▶ _DIRECTIONS FOR THIS TASK_: When you set down the entries, keep every word exactly as it is but drop the pictures.

▶ _Stored items_:

* * * * * * *

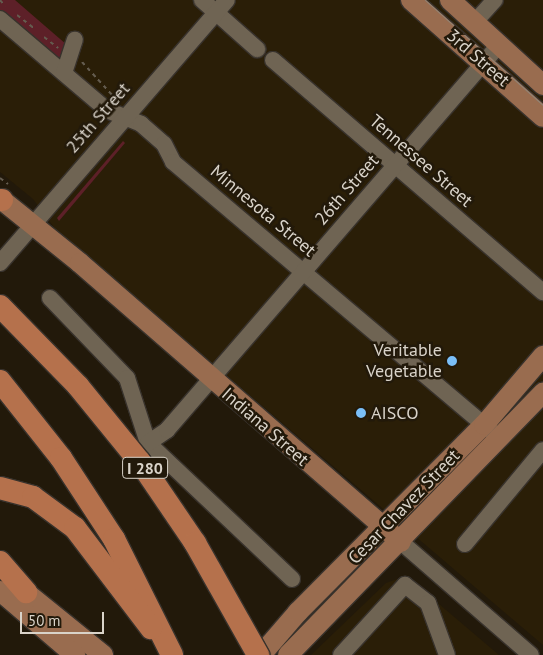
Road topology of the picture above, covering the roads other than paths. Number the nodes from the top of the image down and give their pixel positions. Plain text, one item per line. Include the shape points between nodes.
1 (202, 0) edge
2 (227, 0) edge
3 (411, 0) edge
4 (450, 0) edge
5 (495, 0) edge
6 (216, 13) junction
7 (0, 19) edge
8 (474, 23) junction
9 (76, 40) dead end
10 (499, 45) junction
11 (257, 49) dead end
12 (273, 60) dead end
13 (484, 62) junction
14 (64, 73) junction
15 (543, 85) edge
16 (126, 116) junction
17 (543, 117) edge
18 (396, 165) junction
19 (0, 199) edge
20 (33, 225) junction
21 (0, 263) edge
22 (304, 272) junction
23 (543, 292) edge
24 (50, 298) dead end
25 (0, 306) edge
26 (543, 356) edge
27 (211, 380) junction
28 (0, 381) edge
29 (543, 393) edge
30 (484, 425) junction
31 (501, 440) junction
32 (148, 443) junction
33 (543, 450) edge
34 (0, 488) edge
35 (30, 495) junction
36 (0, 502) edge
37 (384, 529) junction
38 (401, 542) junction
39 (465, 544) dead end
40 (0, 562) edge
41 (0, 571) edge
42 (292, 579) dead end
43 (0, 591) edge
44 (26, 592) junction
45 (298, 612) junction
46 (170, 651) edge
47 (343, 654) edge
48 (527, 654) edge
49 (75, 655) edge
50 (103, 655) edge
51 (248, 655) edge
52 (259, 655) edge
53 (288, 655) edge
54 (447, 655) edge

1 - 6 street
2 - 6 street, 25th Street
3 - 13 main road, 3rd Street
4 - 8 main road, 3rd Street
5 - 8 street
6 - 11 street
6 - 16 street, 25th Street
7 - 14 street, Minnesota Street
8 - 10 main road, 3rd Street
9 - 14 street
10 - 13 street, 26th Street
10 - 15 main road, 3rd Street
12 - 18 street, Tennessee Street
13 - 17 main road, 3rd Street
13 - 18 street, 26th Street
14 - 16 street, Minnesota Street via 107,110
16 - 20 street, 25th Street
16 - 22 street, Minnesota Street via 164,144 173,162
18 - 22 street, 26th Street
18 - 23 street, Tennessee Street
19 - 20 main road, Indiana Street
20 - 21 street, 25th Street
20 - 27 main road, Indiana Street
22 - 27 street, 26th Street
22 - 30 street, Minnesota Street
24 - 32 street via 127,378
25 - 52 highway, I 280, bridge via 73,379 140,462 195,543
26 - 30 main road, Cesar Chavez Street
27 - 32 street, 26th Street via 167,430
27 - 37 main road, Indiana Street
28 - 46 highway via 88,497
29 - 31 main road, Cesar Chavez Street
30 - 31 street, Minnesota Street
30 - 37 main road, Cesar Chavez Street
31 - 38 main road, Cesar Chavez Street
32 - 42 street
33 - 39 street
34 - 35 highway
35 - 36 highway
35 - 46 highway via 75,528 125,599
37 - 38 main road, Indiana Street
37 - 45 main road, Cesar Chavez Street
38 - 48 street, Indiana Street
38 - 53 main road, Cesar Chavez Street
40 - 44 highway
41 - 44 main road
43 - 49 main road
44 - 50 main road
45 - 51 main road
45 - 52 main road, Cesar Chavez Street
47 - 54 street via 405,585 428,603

* * * * * * *

▶ _TASK RESULT_:
Road topology of the picture above, covering the roads other than paths. Number the nodes from the top of the image down and give their pixel positions. Plain text, one item per line. Include the shape points between nodes.
1 (202, 0) edge
2 (227, 0) edge
3 (411, 0) edge
4 (450, 0) edge
5 (495, 0) edge
6 (216, 13) junction
7 (0, 19) edge
8 (474, 23) junction
9 (76, 40) dead end
10 (499, 45) junction
11 (257, 49) dead end
12 (273, 60) dead end
13 (484, 62) junction
14 (64, 73) junction
15 (543, 85) edge
16 (126, 116) junction
17 (543, 117) edge
18 (396, 165) junction
19 (0, 199) edge
20 (33, 225) junction
21 (0, 263) edge
22 (304, 272) junction
23 (543, 292) edge
24 (50, 298) dead end
25 (0, 306) edge
26 (543, 356) edge
27 (211, 380) junction
28 (0, 381) edge
29 (543, 393) edge
30 (484, 425) junction
31 (501, 440) junction
32 (148, 443) junction
33 (543, 450) edge
34 (0, 488) edge
35 (30, 495) junction
36 (0, 502) edge
37 (384, 529) junction
38 (401, 542) junction
39 (465, 544) dead end
40 (0, 562) edge
41 (0, 571) edge
42 (292, 579) dead end
43 (0, 591) edge
44 (26, 592) junction
45 (298, 612) junction
46 (170, 651) edge
47 (343, 654) edge
48 (527, 654) edge
49 (75, 655) edge
50 (103, 655) edge
51 (248, 655) edge
52 (259, 655) edge
53 (288, 655) edge
54 (447, 655) edge

1 - 6 street
2 - 6 street, 25th Street
3 - 13 main road, 3rd Street
4 - 8 main road, 3rd Street
5 - 8 street
6 - 11 street
6 - 16 street, 25th Street
7 - 14 street, Minnesota Street
8 - 10 main road, 3rd Street
9 - 14 street
10 - 13 street, 26th Street
10 - 15 main road, 3rd Street
12 - 18 street, Tennessee Street
13 - 17 main road, 3rd Street
13 - 18 street, 26th Street
14 - 16 street, Minnesota Street via 107,110
16 - 20 street, 25th Street
16 - 22 street, Minnesota Street via 164,144 173,162
18 - 22 street, 26th Street
18 - 23 street, Tennessee Street
19 - 20 main road, Indiana Street
20 - 21 street, 25th Street
20 - 27 main road, Indiana Street
22 - 27 street, 26th Street
22 - 30 street, Minnesota Street
24 - 32 street via 127,378
25 - 52 highway, I 280, bridge via 73,379 140,462 195,543
26 - 30 main road, Cesar Chavez Street
27 - 32 street, 26th Street via 167,430
27 - 37 main road, Indiana Street
28 - 46 highway via 88,497
29 - 31 main road, Cesar Chavez Street
30 - 31 street, Minnesota Street
30 - 37 main road, Cesar Chavez Street
31 - 38 main road, Cesar Chavez Street
32 - 42 street
33 - 39 street
34 - 35 highway
35 - 36 highway
35 - 46 highway via 75,528 125,599
37 - 38 main road, Indiana Street
37 - 45 main road, Cesar Chavez Street
38 - 48 street, Indiana Street
38 - 53 main road, Cesar Chavez Street
40 - 44 highway
41 - 44 main road
43 - 49 main road
44 - 50 main road
45 - 51 main road
45 - 52 main road, Cesar Chavez Street
47 - 54 street via 405,585 428,603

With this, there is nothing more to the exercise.